The other often repeated axiom pops up when several things go wrong in close succession is “Bad luck comes in threes.” That bit of semi-wisdom is neither encouraging nor consoling when life piles it on.

Our first pile was probably our Mount Everest. Sticking doors and long wide cracks in the walls and on the ceiling was the foundation’s version of shouting for help. Assistance came in three stages.

The first was the backbreaking digging of holes around and under the house in unseasonably warm temperatures. Stage two was the installation of deep medieval-appearing towers next to and under the house. It took two truckloads of cement to fill all the towers.

But before stage three could happen, the Mount Wycheproof size lemon pile made its splashing presence known. Three separate leaks lurked under the house in the outflow plumbing. The cherry on top of the Mud Cake surprise, two of the leaks called for a form of demolition derby inside the house. To repair the leaks, the plumber drilled holes in the bathroom and laundry room floor tiles.

The slight silver lining in our wall-cloud of plumbing pain, the third leak required outside repairs. Whoopee and all that rot!

Return with us now to the third stage of the foundation repair, known as mud-jacking. Guess what? Unsightly holes were drilled under carpeting, wooden floors, and bathroom floor tiles other than the plumbing mess. The monster truckload of mud-squirting step to fill the gap under the house caused by the raised foundation prevented bigger problems and damage in the future.
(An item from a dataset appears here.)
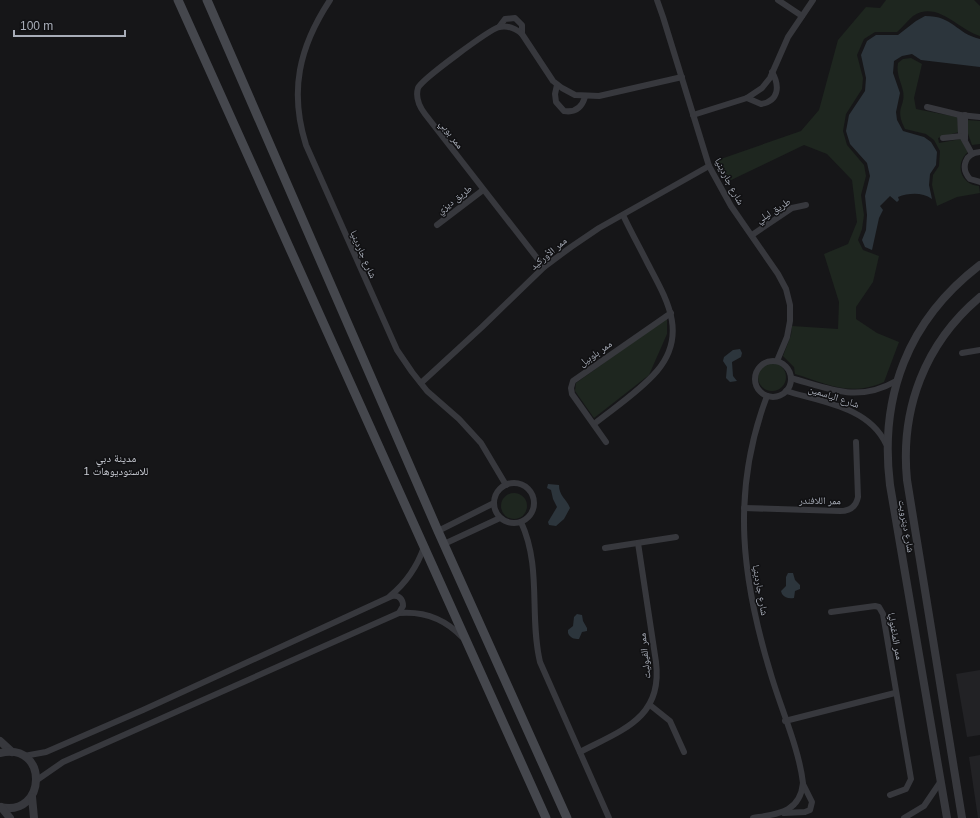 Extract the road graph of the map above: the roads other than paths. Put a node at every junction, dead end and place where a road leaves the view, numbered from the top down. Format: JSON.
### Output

Then the third pile of lemons appeared. This one was about the size of Sutter Buttes. The forty- year-old air conditioner decided now was the perfect time to kick the coils or croak. The decision to replace the system was a no brainer due to irreparable leaks in the interior unit and bullet holes in the compressor outside. Living in the country sometimes includes dealing with rifle-toting neighbors and their stray bullets.

Do you suppose such rowdy neighbors represent a twisted version of the Texas Drive Friendly campaign? Perhaps they are part of some dedicated group known as the Neighborly Shooters.

As you may have guessed, it was impossible to count the cost of all the lemonade on our combined fingers and toes. It was time to ask questions and get creative with the payment process. Both the foundation repair company and the plumbing company allowed us to charge their services rather than write checks. The results were a major uptick in our credit card reward points. A small compensation but better than another poke in the eye with a sharp stick.

You may recall the insatiable curiosity of your youth. Well, Hubby still has a massive dose of that youthful curiosity coursing through his veins. Consequently, the upside of all the work done at our house turned out to be his not-so-free entertainment. With all the lemon piles popping up, he kept busy watching the workers and asking lots of questions.

Events like these can bring us to our knees or make us laugh at the absurdity of the situation. Besides, Hubby had fun watching the guys dig instead of doing the digging himself.